____ DATASET ENTRIES

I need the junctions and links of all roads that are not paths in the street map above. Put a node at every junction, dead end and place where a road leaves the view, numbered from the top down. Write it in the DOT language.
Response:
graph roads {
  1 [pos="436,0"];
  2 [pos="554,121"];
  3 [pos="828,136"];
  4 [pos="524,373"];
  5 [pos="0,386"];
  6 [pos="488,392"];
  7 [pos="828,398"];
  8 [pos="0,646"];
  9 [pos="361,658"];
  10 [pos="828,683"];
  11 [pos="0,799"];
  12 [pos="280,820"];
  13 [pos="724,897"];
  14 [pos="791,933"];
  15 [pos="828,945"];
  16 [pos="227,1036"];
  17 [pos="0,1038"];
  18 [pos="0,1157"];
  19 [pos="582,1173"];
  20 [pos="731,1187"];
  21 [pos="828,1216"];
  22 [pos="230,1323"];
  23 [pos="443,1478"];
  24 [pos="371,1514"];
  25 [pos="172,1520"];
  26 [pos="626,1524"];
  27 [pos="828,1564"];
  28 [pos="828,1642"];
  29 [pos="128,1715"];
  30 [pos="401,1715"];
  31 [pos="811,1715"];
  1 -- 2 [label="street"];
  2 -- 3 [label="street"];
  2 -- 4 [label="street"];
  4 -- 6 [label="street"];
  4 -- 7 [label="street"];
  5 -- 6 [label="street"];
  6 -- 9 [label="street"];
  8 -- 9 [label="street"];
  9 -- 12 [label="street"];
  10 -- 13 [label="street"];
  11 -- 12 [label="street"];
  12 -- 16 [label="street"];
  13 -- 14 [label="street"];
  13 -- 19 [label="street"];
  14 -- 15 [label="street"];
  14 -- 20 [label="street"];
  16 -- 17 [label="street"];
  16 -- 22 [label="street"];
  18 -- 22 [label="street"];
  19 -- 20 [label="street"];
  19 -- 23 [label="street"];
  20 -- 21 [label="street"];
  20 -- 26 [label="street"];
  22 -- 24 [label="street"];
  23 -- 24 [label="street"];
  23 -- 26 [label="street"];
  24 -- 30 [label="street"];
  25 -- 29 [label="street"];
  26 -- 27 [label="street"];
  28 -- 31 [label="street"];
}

________

PROBLEM DETAILS:
Of all the lines above, count the ones that include the string "roads" and give the number alone.

RESPONSE BOX:
2